**Source information:**
··········

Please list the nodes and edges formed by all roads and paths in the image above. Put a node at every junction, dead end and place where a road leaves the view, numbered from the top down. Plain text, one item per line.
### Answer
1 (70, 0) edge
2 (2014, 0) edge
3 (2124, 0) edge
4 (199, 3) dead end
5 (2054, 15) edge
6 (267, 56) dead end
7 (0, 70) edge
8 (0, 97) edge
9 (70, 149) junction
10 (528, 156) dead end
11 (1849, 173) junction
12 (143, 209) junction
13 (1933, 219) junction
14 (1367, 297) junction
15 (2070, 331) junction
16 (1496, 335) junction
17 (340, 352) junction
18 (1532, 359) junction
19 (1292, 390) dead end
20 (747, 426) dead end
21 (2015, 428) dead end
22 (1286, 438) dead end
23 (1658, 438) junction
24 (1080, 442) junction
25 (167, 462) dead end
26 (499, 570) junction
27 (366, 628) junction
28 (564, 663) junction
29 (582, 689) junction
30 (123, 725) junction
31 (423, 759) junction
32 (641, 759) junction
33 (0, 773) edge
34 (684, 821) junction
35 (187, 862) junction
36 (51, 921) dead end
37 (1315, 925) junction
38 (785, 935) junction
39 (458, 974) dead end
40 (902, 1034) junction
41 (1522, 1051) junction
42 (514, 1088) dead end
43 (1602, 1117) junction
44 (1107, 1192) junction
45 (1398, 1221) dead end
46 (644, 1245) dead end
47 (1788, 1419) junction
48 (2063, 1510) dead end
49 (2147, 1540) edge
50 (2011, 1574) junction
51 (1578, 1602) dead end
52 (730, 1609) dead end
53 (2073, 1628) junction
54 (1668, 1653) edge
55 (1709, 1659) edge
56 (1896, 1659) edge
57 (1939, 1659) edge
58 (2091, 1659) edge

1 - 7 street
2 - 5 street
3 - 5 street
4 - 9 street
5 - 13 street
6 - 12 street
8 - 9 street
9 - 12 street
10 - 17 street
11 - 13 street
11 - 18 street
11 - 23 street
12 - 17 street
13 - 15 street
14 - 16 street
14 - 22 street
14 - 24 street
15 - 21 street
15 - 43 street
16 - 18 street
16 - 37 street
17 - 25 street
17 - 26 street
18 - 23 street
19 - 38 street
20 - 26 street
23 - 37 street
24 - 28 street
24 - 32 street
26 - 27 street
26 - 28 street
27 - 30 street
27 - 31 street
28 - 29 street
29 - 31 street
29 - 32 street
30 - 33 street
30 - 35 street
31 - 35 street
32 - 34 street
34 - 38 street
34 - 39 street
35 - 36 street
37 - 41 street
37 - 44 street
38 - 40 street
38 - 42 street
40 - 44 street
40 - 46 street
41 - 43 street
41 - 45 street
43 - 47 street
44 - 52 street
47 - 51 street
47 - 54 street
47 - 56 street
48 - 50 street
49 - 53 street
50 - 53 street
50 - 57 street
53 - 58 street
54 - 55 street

··········

**Task objective:** Copy out the records in full, matching every line character for character.

**Completed task:**
Please list the nodes and edges formed by all roads and paths in the image above. Put a node at every junction, dead end and place where a road leaves the view, numbered from the top down. Plain text, one item per line.
### Answer
1 (70, 0) edge
2 (2014, 0) edge
3 (2124, 0) edge
4 (199, 3) dead end
5 (2054, 15) edge
6 (267, 56) dead end
7 (0, 70) edge
8 (0, 97) edge
9 (70, 149) junction
10 (528, 156) dead end
11 (1849, 173) junction
12 (143, 209) junction
13 (1933, 219) junction
14 (1367, 297) junction
15 (2070, 331) junction
16 (1496, 335) junction
17 (340, 352) junction
18 (1532, 359) junction
19 (1292, 390) dead end
20 (747, 426) dead end
21 (2015, 428) dead end
22 (1286, 438) dead end
23 (1658, 438) junction
24 (1080, 442) junction
25 (167, 462) dead end
26 (499, 570) junction
27 (366, 628) junction
28 (564, 663) junction
29 (582, 689) junction
30 (123, 725) junction
31 (423, 759) junction
32 (641, 759) junction
33 (0, 773) edge
34 (684, 821) junction
35 (187, 862) junction
36 (51, 921) dead end
37 (1315, 925) junction
38 (785, 935) junction
39 (458, 974) dead end
40 (902, 1034) junction
41 (1522, 1051) junction
42 (514, 1088) dead end
43 (1602, 1117) junction
44 (1107, 1192) junction
45 (1398, 1221) dead end
46 (644, 1245) dead end
47 (1788, 1419) junction
48 (2063, 1510) dead end
49 (2147, 1540) edge
50 (2011, 1574) junction
51 (1578, 1602) dead end
52 (730, 1609) dead end
53 (2073, 1628) junction
54 (1668, 1653) edge
55 (1709, 1659) edge
56 (1896, 1659) edge
57 (1939, 1659) edge
58 (2091, 1659) edge

1 - 7 street
2 - 5 street
3 - 5 street
4 - 9 street
5 - 13 street
6 - 12 street
8 - 9 street
9 - 12 street
10 - 17 street
11 - 13 street
11 - 18 street
11 - 23 street
12 - 17 street
13 - 15 street
14 - 16 street
14 - 22 street
14 - 24 street
15 - 21 street
15 - 43 street
16 - 18 street
16 - 37 street
17 - 25 street
17 - 26 street
18 - 23 street
19 - 38 street
20 - 26 street
23 - 37 street
24 - 28 street
24 - 32 street
26 - 27 street
26 - 28 street
27 - 30 street
27 - 31 street
28 - 29 street
29 - 31 street
29 - 32 street
30 - 33 street
30 - 35 street
31 - 35 street
32 - 34 street
34 - 38 street
34 - 39 street
35 - 36 street
37 - 41 street
37 - 44 street
38 - 40 street
38 - 42 street
40 - 44 street
40 - 46 street
41 - 43 street
41 - 45 street
43 - 47 street
44 - 52 street
47 - 51 street
47 - 54 street
47 - 56 street
48 - 50 street
49 - 53 street
50 - 53 street
50 - 57 street
53 - 58 street
54 - 55 street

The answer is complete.